Big Trouble
(2002)











Rated: PG-13
Runtime: 1 Hour and 38 Minutes


Reviewer: Dale
Grade: B

You know what. I didn't really realize it until I found myself laughing at and loving "Big Trouble" but it's been ages since I've seen a good comedy that didn't involve at least one lame bodily fluid joke. (Hell, it's been a while since I've seen a good comedy. The last one I can remember was "Zoolander".) Most of them involve a couple of them. It's not that I don't enjoy a good penis joke, it's just that most of them in modern cinema aren't good and, besides, I have seen far too many of them recently.

That's what makes "Big Trouble" so damn refreshing. That and its zany sense of spunk. This is a high-spirited, go-for-broke comedy that just wants you to laugh, and laugh hard. And it succeeds admirably.

"Big Trouble" has a rather complex plot. Not that it's "Memento" or "Mission: Impossible" or anything like that. It's just that it has so many characters and story threads coursing through it that it's difficult to distill exactly what the film is doing into a paragraph or so. It revolves around several odd characters in Miami. There's Tim Allen, as a man who lost his car, his house and most of his self esteem in a messy divorce.
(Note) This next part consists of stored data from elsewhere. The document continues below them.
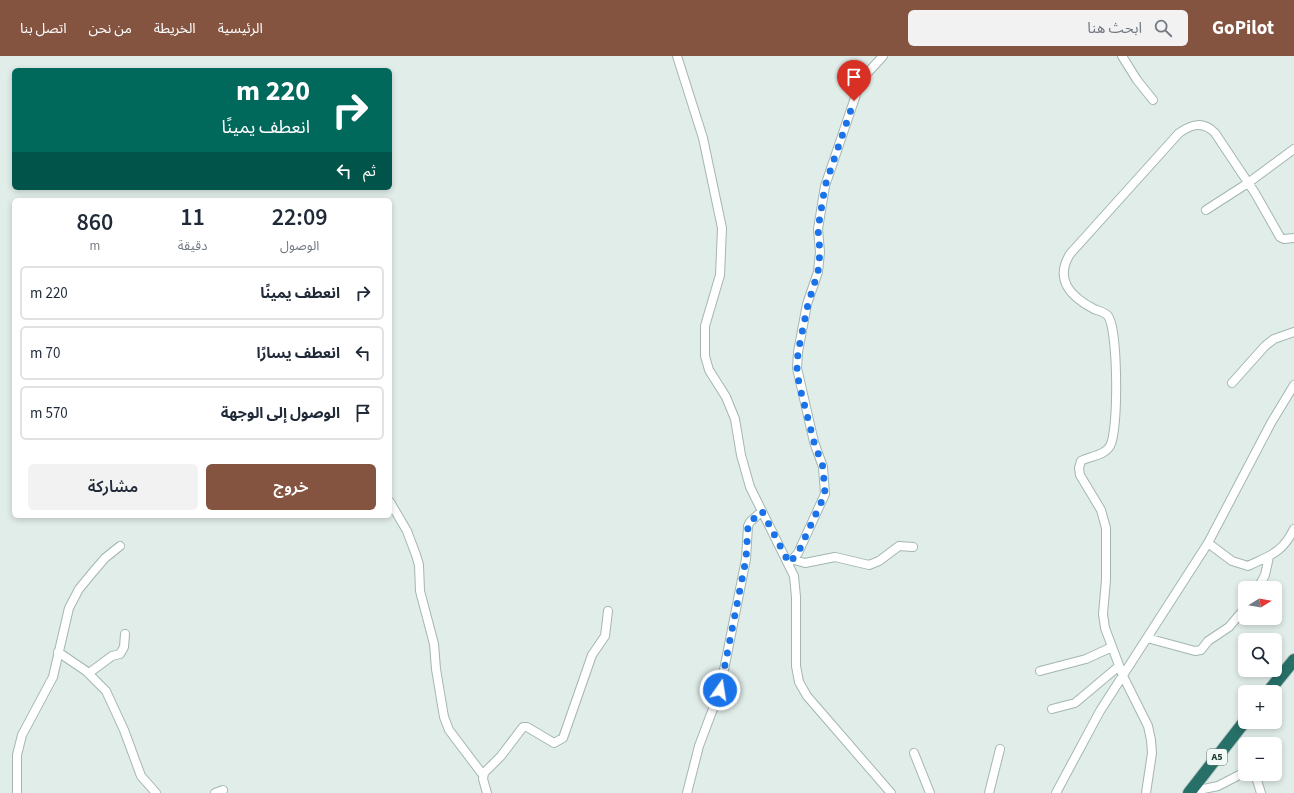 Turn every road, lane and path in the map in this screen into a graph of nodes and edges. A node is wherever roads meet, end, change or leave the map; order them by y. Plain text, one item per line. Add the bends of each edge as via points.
1 (677, 56) edge
2 (883, 56) edge
3 (1122, 56) edge
4 (1153, 100) dead end
5 (1294, 149) edge
6 (1248, 183) junction
7 (1206, 210) dead end
8 (1294, 238) edge
9 (1294, 332) edge
10 (1232, 383) dead end
11 (1294, 385) edge
12 (392, 505) edge
13 (762, 511) junction
14 (1294, 529) edge
15 (1208, 543) junction
16 (120, 546) dead end
17 (913, 547) dead end
18 (1269, 557) junction
19 (792, 562) junction
20 (1262, 581) edge
21 (608, 611) dead end
22 (1238, 616) edge
23 (125, 634) dead end
24 (1147, 638) junction
25 (1112, 647) junction
26 (58, 652) junction
27 (1294, 660) edge
28 (1119, 666) junction
29 (1294, 670) edge
30 (1040, 671) dead end
31 (89, 673) junction
32 (1123, 676) junction
33 (1274, 685) edge
34 (1282, 685) edge
35 (1052, 709) dead end
36 (1239, 729) edge
37 (1246, 729) edge
38 (1000, 749) dead end
39 (914, 753) dead end
40 (483, 776) junction
41 (1238, 776) edge
42 (1257, 781) edge
43 (1195, 792) edge
44 (17, 793) edge
45 (156, 793) edge
46 (487, 793) edge
47 (687, 793) edge
48 (891, 793) edge
49 (930, 793) edge
50 (990, 793) edge
51 (1056, 793) edge
52 (1146, 793) edge
53 (1261, 793) edge

1 - 13 street via 703,138 722,228 720,275 705,326 705,356 709,370 731,408 746,476
2 - 19 street via 865,74 858,88 825,186 821,206 818,272 808,304 797,368 814,442 823,467 825,494
3 - 4 street via 1136,80
5 - 6 street
6 - 7 street
6 - 8 street via 1277,234 1284,239
6 - 25 street via 1210,128 1195,124 1188,126 1070,254 1064,264 1062,273 1072,294 1083,303 1107,315 1111,324 1115,358 1116,425 1112,441 1105,452 1081,461 1079,468 1101,510 1106,528 1103,614
9 - 10 street via 1274,339 1265,346
11 - 15 street
12 - 40 street via 407,531 418,560 420,591 434,644 444,718 449,730
13 - 19 street
13 - 47 street via 748,526 746,559 720,690 699,746
14 - 18 street via 1286,543
15 - 18 street via 1232,561 1248,566
15 - 24 street
16 - 26 street via 105,558 73,598
17 - 19 street via 900,546 880,561 869,565 835,557 805,563
18 - 20 street
19 - 48 street via 796,584 796,666 799,682 807,696
21 - 40 street via 605,636 592,655 564,738 554,743 531,728 523,727
22 - 24 street via 1201,650
23 - 31 street via 124,647 120,654 112,656
24 - 32 street
25 - 28 street
25 - 30 street via 1086,659
26 - 31 street
26 - 44 street via 54,677 22,735 17,755
27 - 33 highway
28 - 32 street
28 - 35 street via 1074,703
29 - 34 highway
31 - 45 street via 106,691 141,776
32 - 51 street via 1100,711
32 - 52 street via 1148,726 1151,740 1152,753
36 - 43 highway, A5
37 - 43 highway, A5
38 - 50 street
39 - 49 street
40 - 46 street
41 - 43 street via 1218,786
42 - 53 street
He has also lost a primo position at the Miami Herald and has opened his own advertising agency. Tim's son (Ben Foster) is involved in a game at school where he must shoot Rene Russo's daughter (Zooey Deschanel) with a squirt gun. Rene Russo's husband (Stanley Tucci) is a greedy prick who is such a louse that two hit men (one of them is Dennis Farina) have been assigned to kill him. There's also a guy named Puggy (Jason Lee) who looks like Jesus and lives in a tree. There's a couple of idiots just released from prison and looking for a crime to commit (Tom Sizemore and Johnny Knoxville), a nuclear bomb that looks like a garbage disposal, a hallucinogenic toad, a friendly dog, and a couple of police officers who get involved in it all (Patrick Warburton and Janeane Garofalo). But it all makes sense while you're watching it, and it's all pretty funny.
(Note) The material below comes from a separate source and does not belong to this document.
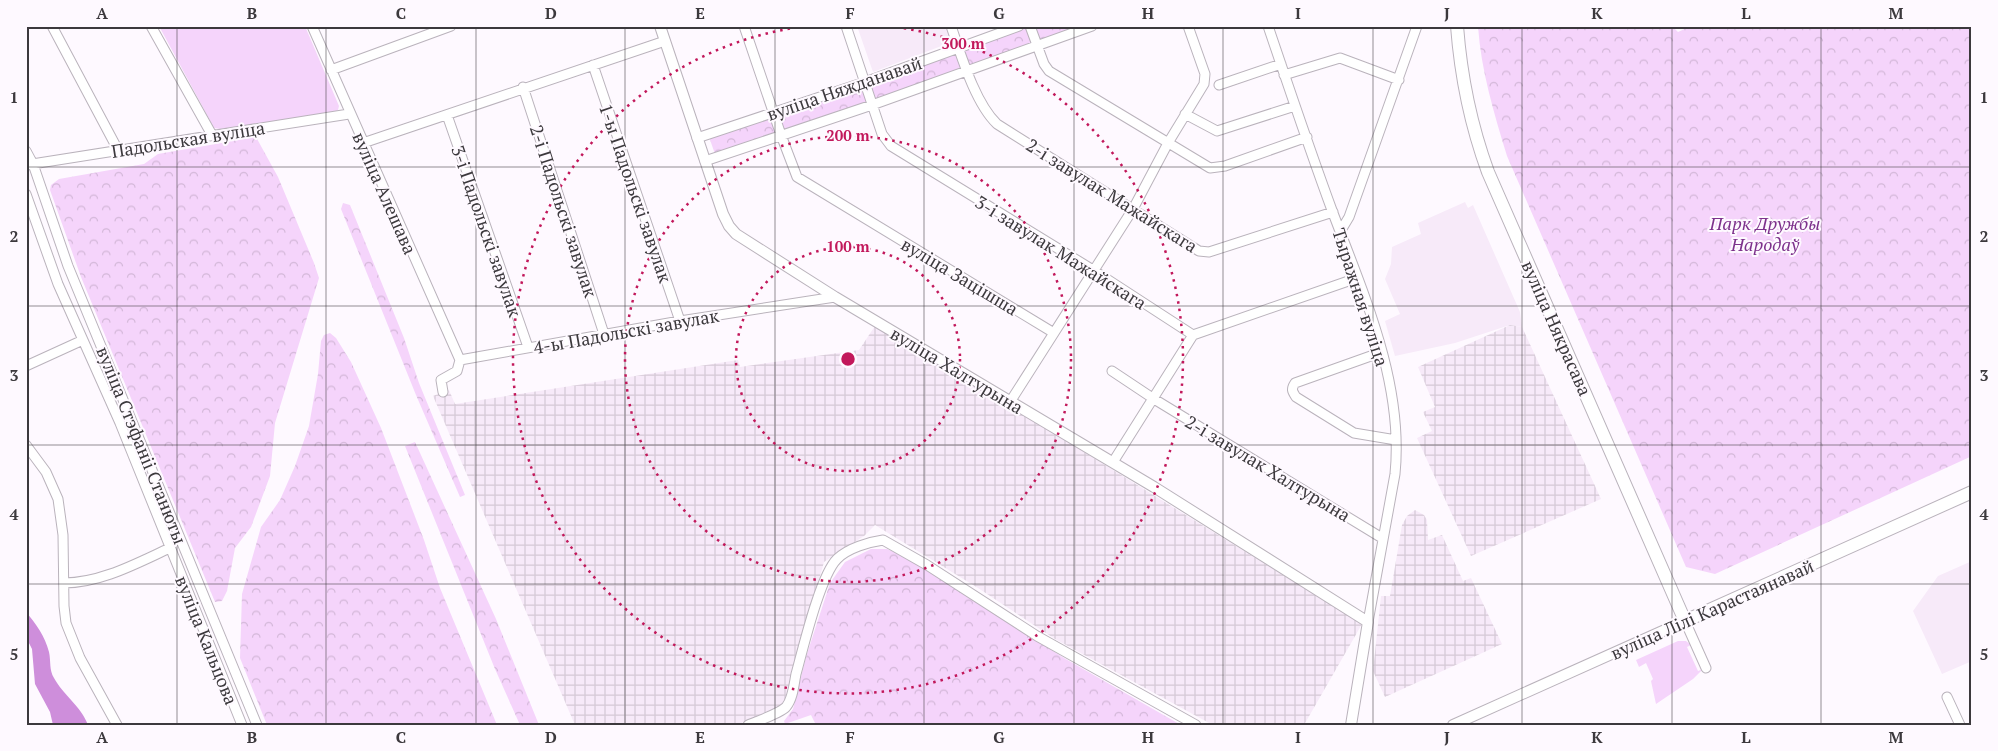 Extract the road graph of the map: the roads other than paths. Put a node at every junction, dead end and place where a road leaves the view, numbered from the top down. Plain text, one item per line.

The plot moves so quickly and with such subtle little asides that the film just eases by. Before you know it, the end credits are rolling. And it has more laughs per minute than any film since "Zoolander". Then again, it's by Barry Sonenfeld, who is a master of comedy (he did the
"Addams Family" movies, which were hysterical, "Men in Black", "Get Shorty" and the underrated "Wild, Wild West") and based on a novel by Dave Barry, whose newspaper column almost always gets me to chuckle. The comedy is a little broad, but at least it's uniformly funny. The actors are all very good and the material is pretty zany and fun. The
characters played by Sizemore and Knoxville were a little irritating sometimes (sure, they're stupid, but do they have to be THIS stupid?) but even if you don't care for a couple of characters, it's not a big deal. There are so many of them that you won't have to put up with the ones you aren't so hot on for that long. It's not really a brilliant comedy. It's not going to reinvent the wheel or revolutionize anything. But at least it's funny, which is a lot more than most modern comedies have going for them. And it steers clear of the bodily function humor,
which I have to admire. And it has a great, varied cast.

Bottom line: I wanted laughs. I got them with "Big Trouble". I didn't get them at "Death to Smoochy".